Solved: Request For Concurrent Dynamic bitset

ksgokul · ‎11-05-2010

Hi,

I have a requirement to implement a concurrent bitset which should should be dynamically extensible. I am currently planning to use tbb::concurrent_vector in conjuction with tbb::atomic as a dynamic bitset and setting the bit using fetch_and_increment operation ( increment based on the bit position ).

I would like to make a request to consider a container like concurrent_bitset for a future release, so that similar implementations can benefit from it.

Thanks,

Gokul.

jimdempseyatthecove · ‎11-09-2010

The compare and swap will work, but it is heavier weight than necessary for these bit functions.
Plus you would like compatability with the standard integer operator functions.
( <<=, >>=, *=, /= will require using compare and swap)
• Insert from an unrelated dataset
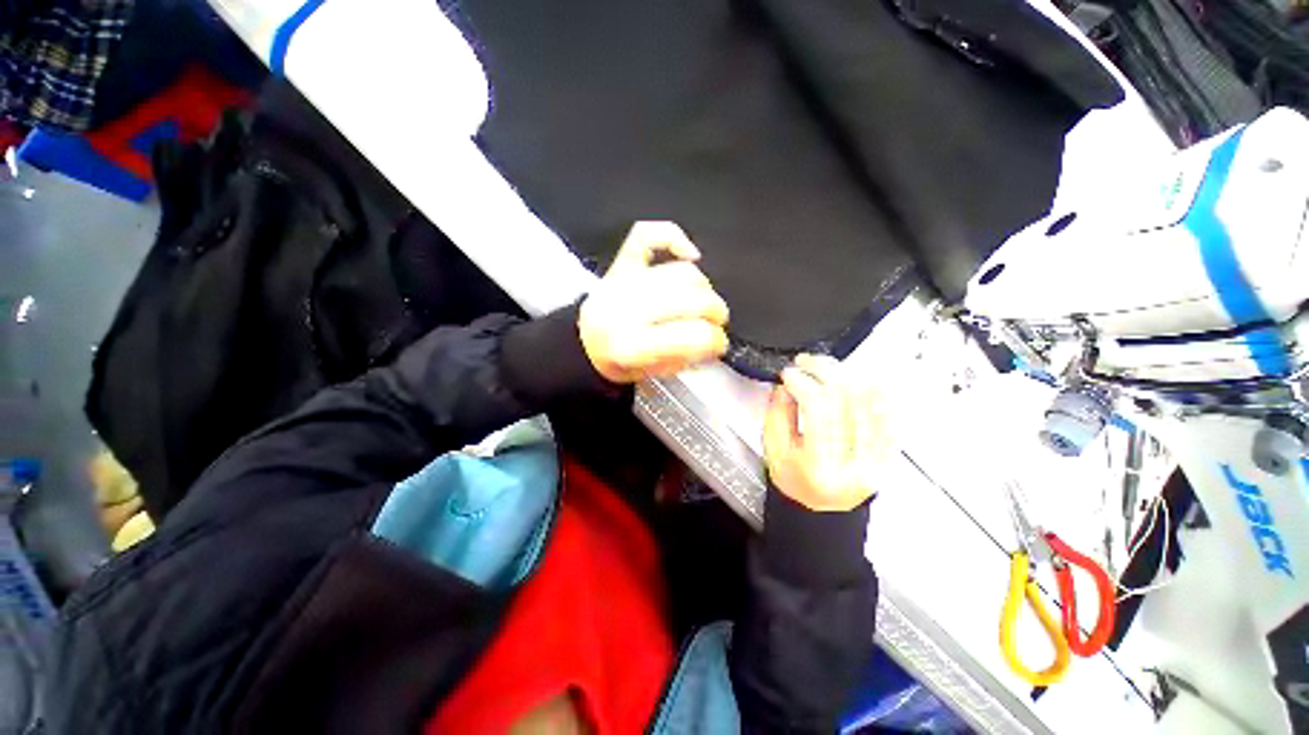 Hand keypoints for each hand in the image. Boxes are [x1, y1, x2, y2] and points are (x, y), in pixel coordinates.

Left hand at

Look in the TBB package for the header containing the atomic class. In there you will find

value_type

operator+=( D addend ) {

return fetch_and_add(addend)+addend;

}

This will be some amount of work on your part to add

fetch_and_or
fetch_and_and
fetch_and_xor

And the associated operator functions

operator|=()
operator&=()
operator^=()

This will also require extending the appropriate file referenced by tbb_machine.h (e.g. windows_intel64.h)

The windows_intel64.h has

__TBB_machine_OR

__TBB_machine_AND

but not

__TBB_machine_XOR

The above are defined as returning void, but they should be returning the original value.

Frankly I am surprised these operators are not in the TBB headers already.

The reason you do not want to use compare and swap (which will work) is these functions do not require it.
Note, you could use compare and swap to perform an ADD, but it is not necessary to do so.

For:

ADD, ADC, AND, BTC, BTR, BTS, CMPXCHG, CMPXCH8B, DEC, INC, NEG, NOT, OR, SBB, SUB, XOR, XADD, and XCHG

you can use the instructions containing a LOCK prefix. And as a result, the code will always succeed on the first attempt.

Jim Dempsey

View solution in original post

jimdempseyatthecove · ‎11-07-2010

Check your

tbb::atomic

to see if it has

|= or
^= xor
&= and

If it does not, then add these functions.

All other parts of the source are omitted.